There is a lot of overlap in the use cases that the Data Platform Engineering and SRE Observability teams support, especially when it comes to metrics and logging.
When emitting metric data, WMF engineers have to choose either platform based on what they need to do with the data. This means that some data is available in one, some in the other, and rarely is data in both.
How might we rectify this?
This is a parent task to explore the issue and potential solutions together.
== Data Platform | Observability
WMF **[[ https://wikitech.wikimedia.org/wiki/Data_Platform | Data Platform ]]** is a collection of systems and services that enable data producers and consumers to discover, use, and collect data to derive insights, conduct research, and build new data products. The Data Platform is primarily maintained by the [[ https://www.mediawiki.org/wiki/Data_Platform_Engineering | Data Platform Engineering team ]].
Data Platform Engineering team's mission is to empower Wiki Communities and the Wikimedia Foundation to gain insights, conduct research, and build compelling user experiences, through access to privacy-aware data and data platform services.
**[[ https://wikitech.wikimedia.org/wiki/SRE/Observability/About#What_is_observability? | Observability ]]** is about being able to understand what's happening inside a system just by observing it from the outside, without needing to interfere with its operation. [...] Observability typically involves collecting **metrics**, **logs**, and traces from applications and infrastructure, and then using this data to monitor system health, troubleshoot issues, understand system behavior, and improve performance and reliability.
The [[ https://wikitech.wikimedia.org/wiki/SRE/Observability/About | SRE Observability team's ]] mission is to equip teams across SRE and Technology with the tools, platforms, and insights they need to understand how their systems and services are performing.
== Product Metrics | Operational Metrics
Product metrics and logging are about understanding the way users interact with and use product features.
Operational metrics and logging are about understanding how a system is operating 'under the hood'.
However, there is no fundamental difference in this kind of data.
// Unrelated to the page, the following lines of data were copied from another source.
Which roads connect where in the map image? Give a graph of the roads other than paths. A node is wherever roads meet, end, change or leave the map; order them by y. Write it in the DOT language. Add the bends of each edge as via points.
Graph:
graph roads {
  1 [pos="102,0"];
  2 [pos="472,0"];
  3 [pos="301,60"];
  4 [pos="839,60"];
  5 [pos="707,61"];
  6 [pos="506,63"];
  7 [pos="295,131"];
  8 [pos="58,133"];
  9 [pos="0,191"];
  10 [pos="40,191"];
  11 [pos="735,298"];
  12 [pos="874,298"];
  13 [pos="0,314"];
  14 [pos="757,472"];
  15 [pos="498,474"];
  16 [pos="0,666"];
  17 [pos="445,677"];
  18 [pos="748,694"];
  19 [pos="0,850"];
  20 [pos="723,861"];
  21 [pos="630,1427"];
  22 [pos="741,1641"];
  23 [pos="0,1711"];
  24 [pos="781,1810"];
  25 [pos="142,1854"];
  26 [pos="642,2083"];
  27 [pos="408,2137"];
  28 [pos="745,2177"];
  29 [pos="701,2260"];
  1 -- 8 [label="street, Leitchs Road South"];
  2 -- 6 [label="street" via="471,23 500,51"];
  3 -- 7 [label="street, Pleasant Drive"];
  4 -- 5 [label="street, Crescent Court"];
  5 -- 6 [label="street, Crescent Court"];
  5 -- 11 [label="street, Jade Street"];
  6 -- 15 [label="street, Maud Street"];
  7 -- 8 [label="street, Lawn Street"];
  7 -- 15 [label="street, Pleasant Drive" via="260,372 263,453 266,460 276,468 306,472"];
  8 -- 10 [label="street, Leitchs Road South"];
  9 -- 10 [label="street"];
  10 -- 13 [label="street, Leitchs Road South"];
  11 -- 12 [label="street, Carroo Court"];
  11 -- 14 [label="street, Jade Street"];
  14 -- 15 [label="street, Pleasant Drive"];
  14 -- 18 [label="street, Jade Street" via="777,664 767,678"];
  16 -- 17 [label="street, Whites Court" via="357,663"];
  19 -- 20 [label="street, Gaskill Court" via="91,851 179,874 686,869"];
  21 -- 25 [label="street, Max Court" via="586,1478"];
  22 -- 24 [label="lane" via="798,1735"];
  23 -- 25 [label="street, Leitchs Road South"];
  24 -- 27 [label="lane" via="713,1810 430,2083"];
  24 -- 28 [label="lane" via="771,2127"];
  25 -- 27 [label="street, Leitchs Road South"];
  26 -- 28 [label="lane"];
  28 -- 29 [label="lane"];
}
Collection of metrics and logs is 'temporal' or 'event like'. A metric or logging data point contains data about something happening at a specific time.
E.g.
- //user A clicked the blue button at 05:00//
- //wiki page B was edited at 06:00//
- //encountered an error in the JS client at 16:00//
- //the amount of used memory for the service was 500Mb at 13:00//
The difference between operational and product 'metrics' of this kind not about the data, but about the ways in which the data is queried.
Operational metrics:
- need to be queried close to real time
- are primarily used to ensure that software systems are operating well
- Alerting is a primary need
- historical data is rarely required
Product metrics:
- rarely need to be queried real time (usually hourly is more than timely enough)
- are used to make product decisions
- alerting is sometimes needed for data quality
- historical data is often required
== Capability gaps
Data Platform and Observability provide different capabilities to users. Often those users would like to be able to use capabilities from either stack with the same data. Notably:
Data Platform is missing:
- **public dashboarding** -- superset is internal only
Observability is missing:
- ability to **join datasets with SQL**
- **data pipelining** tools
== Ideas
Some ideas on how to address the capability gaps:
- Make Grafana able to query Data Platform systems.
-- But how...via Presto? Druid?. Data Lake stores PII, so this might be a no go without a 'public data lake'.
- Make (product related) operational metrics and logging ingestible into the Data Platform.
-- Emit OpenMetric/Prometheus compatible events and consume them into Prometheus (similar to how statsv works). (TODO: create task).
-- {T355837}